• **Aim of the exercise**
Report every line of the records that contains the word "small".
== Data provided ==
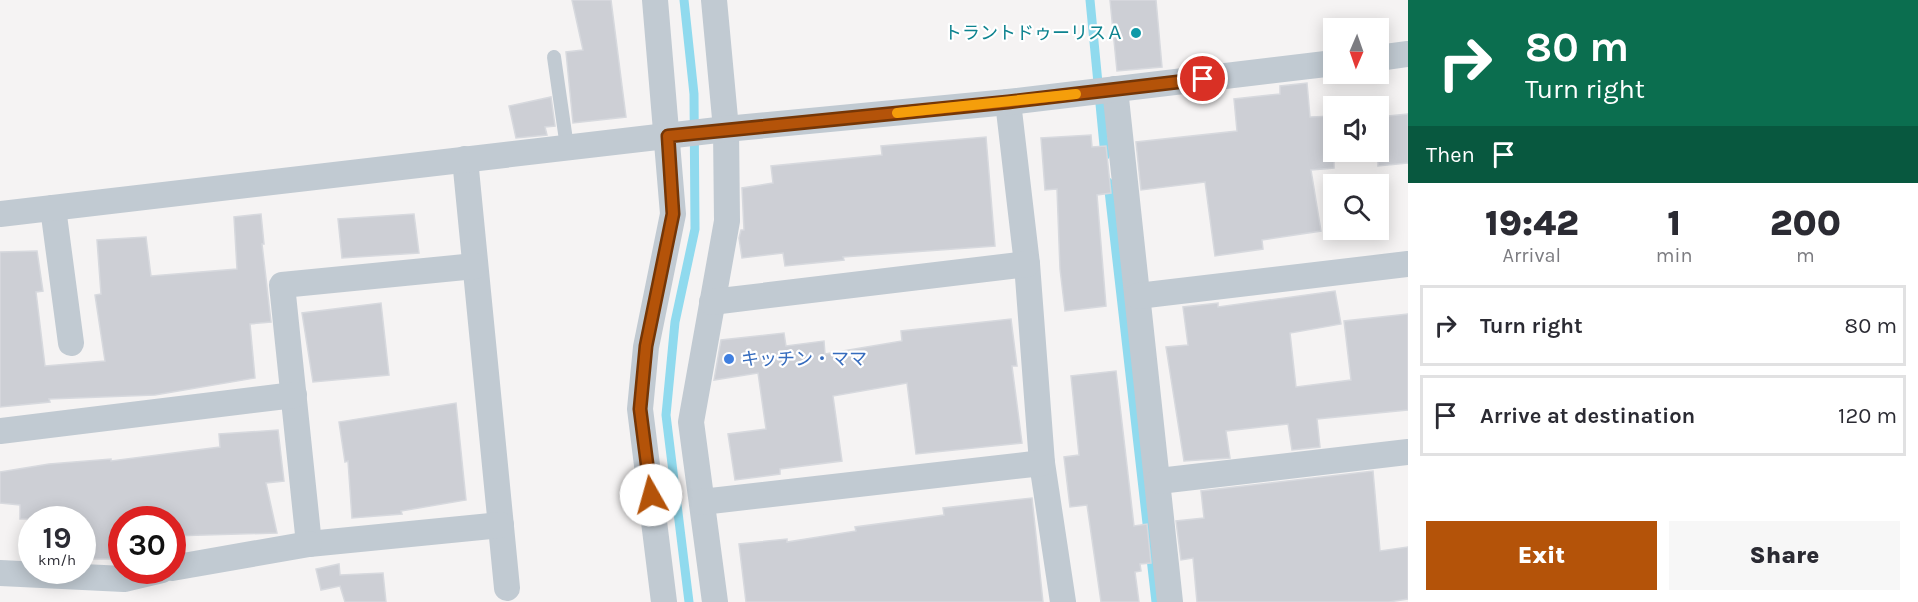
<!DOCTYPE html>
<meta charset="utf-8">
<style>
body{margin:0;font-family:Karla,"Noto Sans JP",sans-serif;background:#f7f7f7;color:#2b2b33;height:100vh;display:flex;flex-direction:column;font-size:22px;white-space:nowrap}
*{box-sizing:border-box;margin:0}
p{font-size:20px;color:#7c7c81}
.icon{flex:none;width:33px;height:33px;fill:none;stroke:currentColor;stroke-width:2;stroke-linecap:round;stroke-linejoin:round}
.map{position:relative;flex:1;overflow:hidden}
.sheet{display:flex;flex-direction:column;background:#fff;width:510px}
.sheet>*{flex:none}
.hud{background:#0b6e4f;color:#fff;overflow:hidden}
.needle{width:39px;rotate:182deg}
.buttons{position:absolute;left:1323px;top:18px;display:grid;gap:12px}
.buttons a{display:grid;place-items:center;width:66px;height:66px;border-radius:0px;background:#fff;box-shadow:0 3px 15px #0003;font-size:30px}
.speed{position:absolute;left:18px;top:506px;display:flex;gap:12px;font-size:30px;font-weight:700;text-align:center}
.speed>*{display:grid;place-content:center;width:78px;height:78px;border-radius:50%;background:#fff;box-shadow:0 3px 15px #0003;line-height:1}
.speed small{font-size:15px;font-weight:400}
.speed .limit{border:9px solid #d22;background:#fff;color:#111}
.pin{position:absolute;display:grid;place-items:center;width:51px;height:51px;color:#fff;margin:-26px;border:3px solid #fff;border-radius:50%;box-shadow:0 2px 6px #0007}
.me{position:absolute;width:66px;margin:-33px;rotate:353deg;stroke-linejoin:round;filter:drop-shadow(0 0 4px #0008)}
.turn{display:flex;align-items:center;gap:21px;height:126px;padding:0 18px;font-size:27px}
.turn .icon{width:78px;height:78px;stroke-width:2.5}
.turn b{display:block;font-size:42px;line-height:51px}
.then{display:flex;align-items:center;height:57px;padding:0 18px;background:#0003;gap:12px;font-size:22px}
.eta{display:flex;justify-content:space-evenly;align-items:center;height:102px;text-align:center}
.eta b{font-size:36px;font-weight:800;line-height:42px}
.primary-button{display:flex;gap:12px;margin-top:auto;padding:12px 18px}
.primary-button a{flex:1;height:69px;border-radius:0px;background:#b45309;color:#fff;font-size:24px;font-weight:800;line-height:69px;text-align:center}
.primary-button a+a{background:#f7f7f7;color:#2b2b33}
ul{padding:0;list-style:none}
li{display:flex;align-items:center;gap:18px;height:81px;margin:0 12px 9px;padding:0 6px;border:3px solid #e1e1e2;border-radius:0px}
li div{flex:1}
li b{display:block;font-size:22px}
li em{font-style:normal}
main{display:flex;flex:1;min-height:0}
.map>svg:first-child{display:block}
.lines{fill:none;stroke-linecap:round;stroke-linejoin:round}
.stream{stroke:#90daee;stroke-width:9}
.building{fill:#cdcfd5;stroke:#d7d9de;stroke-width:1.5}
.service{stroke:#c1cad2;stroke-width:14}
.minor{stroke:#c1cad2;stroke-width:26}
.route-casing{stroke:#753606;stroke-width:15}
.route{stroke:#b45309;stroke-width:10}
.slow{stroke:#f59e0b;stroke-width:10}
.culture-dot{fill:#0f9aa8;stroke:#fff;stroke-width:2}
.shop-dot{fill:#3f7fe0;stroke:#fff;stroke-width:2}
.labels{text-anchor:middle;stroke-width:4.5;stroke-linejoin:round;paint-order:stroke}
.culture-label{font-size:18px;fill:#0d838f;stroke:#fff;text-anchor:end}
.shop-label{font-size:18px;fill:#366cbe;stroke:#fff;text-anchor:start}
</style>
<main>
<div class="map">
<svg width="1408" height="602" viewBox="0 0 1408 602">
<rect width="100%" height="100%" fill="#f5f3f3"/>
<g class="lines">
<!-- stream -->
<g class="stream">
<polyline points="684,0 694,94 695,229 675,322 666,415 689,602"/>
<polyline points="1090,0 1105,156"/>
<polyline points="1108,182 1156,602"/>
</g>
</g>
<!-- building -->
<g class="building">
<polygon points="572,0 611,0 626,117 573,123 566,52 583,50"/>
<polygon points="1110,0 1156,0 1162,67 1117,71"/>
<polygon points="1307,83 1310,117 1334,116 1334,168 1311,170 1321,231 1262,240 1263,249 1215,256 1205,182 1141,190 1136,142 1237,131 1234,99 1280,94 1280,86"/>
<polygon points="551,97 555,126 545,127 547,135 516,138 509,106"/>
<polygon points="1408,114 1408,163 1378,166 1378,117"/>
<polygon points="1091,135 1092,147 1106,146 1111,193 1097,195 1106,306 1065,311 1060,269 1057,189 1045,190 1041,138"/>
<polygon points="986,137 995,246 843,257 844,260 785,266 783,253 742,258 739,238 741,230 744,230 742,188 773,183 771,166 882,155 881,146"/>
<polygon points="261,214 264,244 262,244 271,322 250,324 255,378 155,395 49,399 50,402 0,407 0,252 37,251 43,291 36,292 45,366 105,361 95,295 101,294 97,240 146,237 151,276 237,269 234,217"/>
<polygon points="414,214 419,253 342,258 338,219"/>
<polygon points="1335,291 1341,324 1290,333 1296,387 1351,380 1344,321 1408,314 1408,410 1317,419 1320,447 1292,450 1288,424 1226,431 1230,458 1184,461 1166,347 1188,345 1183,307 1218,303 1218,307"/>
<polygon points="381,303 389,375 313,382 302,313"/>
<polygon points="1011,319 1017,366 1012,366 1022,443 916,454 907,383 833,396 842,461 780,469 780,474 735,480 728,434 766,429 758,373 714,380 721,340 784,333 786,346 824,341 825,354 902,341 901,331"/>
<polygon points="1116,371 1134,526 1147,524 1151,563 1140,564 1141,571 1135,572 1139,602 1101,602 1087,505 1070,507 1064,457 1079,455 1071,376"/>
<polygon points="456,403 466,500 401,511 402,514 352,518 348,461 345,462 339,422"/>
<polygon points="278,430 284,481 266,483 277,533 172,536 172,519 122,519 122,559 87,559 86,519 20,519 20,505 0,503 0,472 49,464 111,459 111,461 220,447 219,434"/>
<polygon points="1373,471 1380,551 1408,547 1408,599 1389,602 1197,602 1193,558 1181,560 1176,521 1204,518 1201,491"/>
<polygon points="1032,498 1043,602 746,602 739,544 787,539 787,542 856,531 855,527 944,515 943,508"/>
<polygon points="339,564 340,575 383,573 386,602 345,602 340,586 321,590 316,569"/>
</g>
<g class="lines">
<!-- service -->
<polyline class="service" points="554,57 567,147"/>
<!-- minor -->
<g class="minor">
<polyline points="655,0 673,214 646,347 640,409 664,602"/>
<polyline points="714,0 726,129 727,221 691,422 715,602"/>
<polyline points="1378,58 1408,54"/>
<polyline points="1115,89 1170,602"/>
<polyline points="1008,102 1027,264 1042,463 1063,602"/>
<polyline points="465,159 507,588"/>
<polyline points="53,208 71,343"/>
<polyline points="0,214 726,129 1008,102 1334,63"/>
<polyline points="475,266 282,285 309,544 501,525"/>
<polyline points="1138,296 1408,264"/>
<polyline points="712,302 1027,264"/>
<polyline points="0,431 294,395"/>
<polyline points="1159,481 1408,452"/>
<polyline points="702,502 1042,463"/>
<polyline points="172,568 309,544"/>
<polyline points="0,573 124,579 162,570"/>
</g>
</g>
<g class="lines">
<!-- route casing -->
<g class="route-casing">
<polyline id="route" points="651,495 640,409 646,346 673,214 668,136 1008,102 1203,79"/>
</g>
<!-- route -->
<use href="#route" class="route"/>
<!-- slow -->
<polyline class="slow" points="897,113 1076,94"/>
</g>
<!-- markers -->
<circle class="culture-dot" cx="1136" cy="33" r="6"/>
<circle class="shop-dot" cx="729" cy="359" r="6"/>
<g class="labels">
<!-- culture labels -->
<g class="culture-label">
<text x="1124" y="39">トラントドゥーリスＡ</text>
</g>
<!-- shop labels -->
<g class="shop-label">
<text x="741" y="365">キッチン・ママ</text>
</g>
</g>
</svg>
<div class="buttons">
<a><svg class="needle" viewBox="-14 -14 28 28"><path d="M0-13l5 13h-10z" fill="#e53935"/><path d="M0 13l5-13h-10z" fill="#7c7c81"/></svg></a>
<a><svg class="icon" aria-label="sound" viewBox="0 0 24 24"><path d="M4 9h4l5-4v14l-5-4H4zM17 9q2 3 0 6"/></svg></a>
<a><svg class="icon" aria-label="search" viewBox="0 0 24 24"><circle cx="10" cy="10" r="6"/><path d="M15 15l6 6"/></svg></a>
</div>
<div class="speed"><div>19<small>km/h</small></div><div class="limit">30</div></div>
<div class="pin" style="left:1203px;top:79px;background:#d93025"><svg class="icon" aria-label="arrive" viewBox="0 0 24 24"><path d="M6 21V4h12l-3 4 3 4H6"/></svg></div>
<svg class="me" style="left:651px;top:495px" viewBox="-20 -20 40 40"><circle r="19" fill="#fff"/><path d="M0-13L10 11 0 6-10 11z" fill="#b45309"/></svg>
</div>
<section class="sheet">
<div class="hud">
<div class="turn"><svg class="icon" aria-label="right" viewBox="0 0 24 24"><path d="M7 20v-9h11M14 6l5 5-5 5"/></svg><div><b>80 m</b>Turn right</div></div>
<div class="then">Then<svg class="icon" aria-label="arrive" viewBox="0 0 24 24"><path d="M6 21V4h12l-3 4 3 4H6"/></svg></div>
</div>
<div class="eta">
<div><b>19:42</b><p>Arrival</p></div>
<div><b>1</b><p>min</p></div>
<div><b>200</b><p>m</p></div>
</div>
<ul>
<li><svg class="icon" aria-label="right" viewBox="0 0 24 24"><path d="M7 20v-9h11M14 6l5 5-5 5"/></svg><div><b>Turn right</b></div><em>80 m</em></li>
<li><svg class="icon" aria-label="arrive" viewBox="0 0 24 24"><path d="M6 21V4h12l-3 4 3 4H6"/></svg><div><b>Arrive at destination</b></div><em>120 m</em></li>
</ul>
<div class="primary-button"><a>Exit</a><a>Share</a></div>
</section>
</main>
===
• **Exercise response**
.speed small{font-size:15px;font-weight:400}
<div class="speed"><div>19<small>km/h</small></div><div class="limit">30</div></div>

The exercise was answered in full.